* [Exercise materials]:
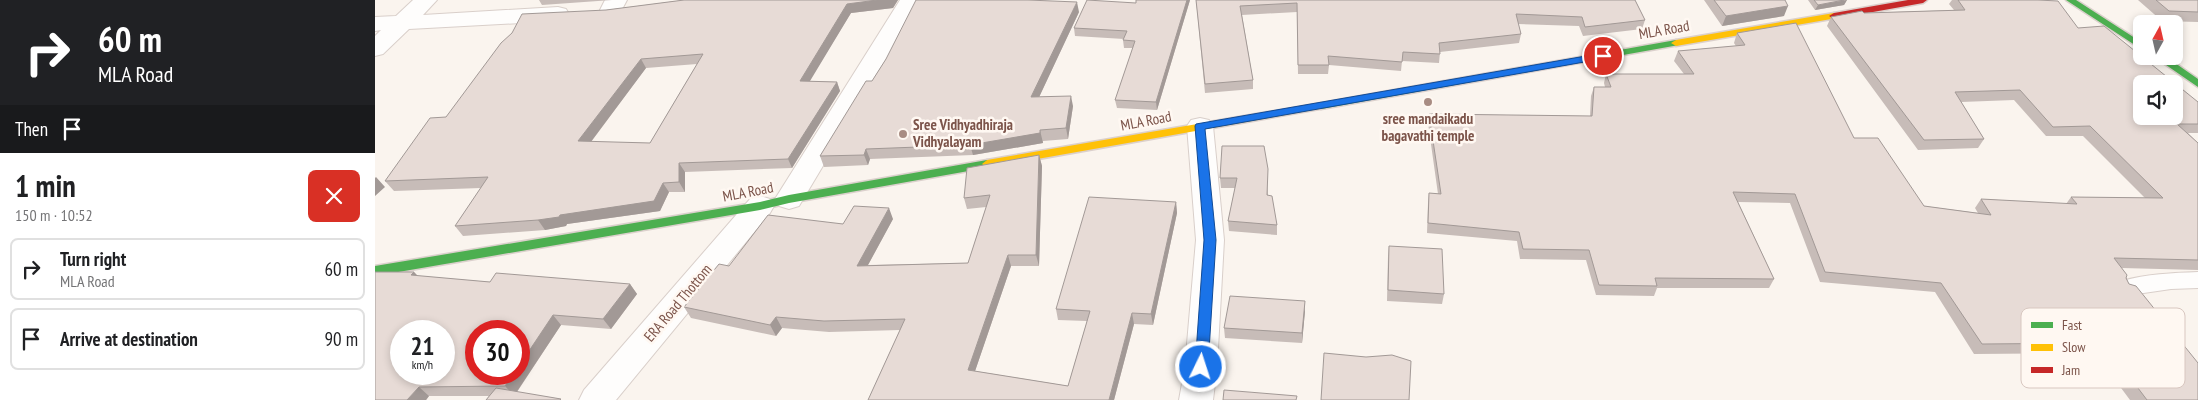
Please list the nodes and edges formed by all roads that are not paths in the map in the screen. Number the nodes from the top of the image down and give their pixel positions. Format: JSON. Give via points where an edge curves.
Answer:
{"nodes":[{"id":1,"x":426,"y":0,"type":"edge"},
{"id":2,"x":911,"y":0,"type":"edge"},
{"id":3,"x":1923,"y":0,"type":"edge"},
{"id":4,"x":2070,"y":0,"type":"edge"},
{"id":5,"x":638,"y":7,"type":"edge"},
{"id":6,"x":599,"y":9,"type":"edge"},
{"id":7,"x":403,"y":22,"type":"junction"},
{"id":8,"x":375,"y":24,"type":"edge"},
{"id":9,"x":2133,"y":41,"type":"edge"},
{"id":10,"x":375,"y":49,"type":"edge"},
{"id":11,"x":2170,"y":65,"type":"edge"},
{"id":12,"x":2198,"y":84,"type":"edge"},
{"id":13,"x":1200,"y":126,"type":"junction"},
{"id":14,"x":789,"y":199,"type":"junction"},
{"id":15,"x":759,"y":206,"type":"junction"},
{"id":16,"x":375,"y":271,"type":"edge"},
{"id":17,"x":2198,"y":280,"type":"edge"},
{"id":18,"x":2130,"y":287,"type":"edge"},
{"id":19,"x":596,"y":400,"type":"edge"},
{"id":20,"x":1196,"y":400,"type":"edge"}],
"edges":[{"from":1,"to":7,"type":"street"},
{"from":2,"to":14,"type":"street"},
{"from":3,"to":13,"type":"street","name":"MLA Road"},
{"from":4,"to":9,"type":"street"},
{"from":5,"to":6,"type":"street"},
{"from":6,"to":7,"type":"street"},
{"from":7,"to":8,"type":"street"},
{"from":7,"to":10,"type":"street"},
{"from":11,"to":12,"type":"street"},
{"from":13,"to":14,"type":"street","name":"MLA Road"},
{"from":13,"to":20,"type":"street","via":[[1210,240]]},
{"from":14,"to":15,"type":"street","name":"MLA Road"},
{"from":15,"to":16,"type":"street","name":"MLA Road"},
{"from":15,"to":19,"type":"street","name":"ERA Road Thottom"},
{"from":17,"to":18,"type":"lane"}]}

* [Task brief]: Nothing but the pictures may be dropped as you repeat the listing above exactly.

* [Problem solution]:
Please list the nodes and edges formed by all roads that are not paths in the map in the screen. Number the nodes from the top of the image down and give their pixel positions. Format: JSON. Give via points where an edge curves.
Answer:
{"nodes":[{"id":1,"x":426,"y":0,"type":"edge"},
{"id":2,"x":911,"y":0,"type":"edge"},
{"id":3,"x":1923,"y":0,"type":"edge"},
{"id":4,"x":2070,"y":0,"type":"edge"},
{"id":5,"x":638,"y":7,"type":"edge"},
{"id":6,"x":599,"y":9,"type":"edge"},
{"id":7,"x":403,"y":22,"type":"junction"},
{"id":8,"x":375,"y":24,"type":"edge"},
{"id":9,"x":2133,"y":41,"type":"edge"},
{"id":10,"x":375,"y":49,"type":"edge"},
{"id":11,"x":2170,"y":65,"type":"edge"},
{"id":12,"x":2198,"y":84,"type":"edge"},
{"id":13,"x":1200,"y":126,"type":"junction"},
{"id":14,"x":789,"y":199,"type":"junction"},
{"id":15,"x":759,"y":206,"type":"junction"},
{"id":16,"x":375,"y":271,"type":"edge"},
{"id":17,"x":2198,"y":280,"type":"edge"},
{"id":18,"x":2130,"y":287,"type":"edge"},
{"id":19,"x":596,"y":400,"type":"edge"},
{"id":20,"x":1196,"y":400,"type":"edge"}],
"edges":[{"from":1,"to":7,"type":"street"},
{"from":2,"to":14,"type":"street"},
{"from":3,"to":13,"type":"street","name":"MLA Road"},
{"from":4,"to":9,"type":"street"},
{"from":5,"to":6,"type":"street"},
{"from":6,"to":7,"type":"street"},
{"from":7,"to":8,"type":"street"},
{"from":7,"to":10,"type":"street"},
{"from":11,"to":12,"type":"street"},
{"from":13,"to":14,"type":"street","name":"MLA Road"},
{"from":13,"to":20,"type":"street","via":[[1210,240]]},
{"from":14,"to":15,"type":"street","name":"MLA Road"},
{"from":15,"to":16,"type":"street","name":"MLA Road"},
{"from":15,"to":19,"type":"street","name":"ERA Road Thottom"},
{"from":17,"to":18,"type":"lane"}]}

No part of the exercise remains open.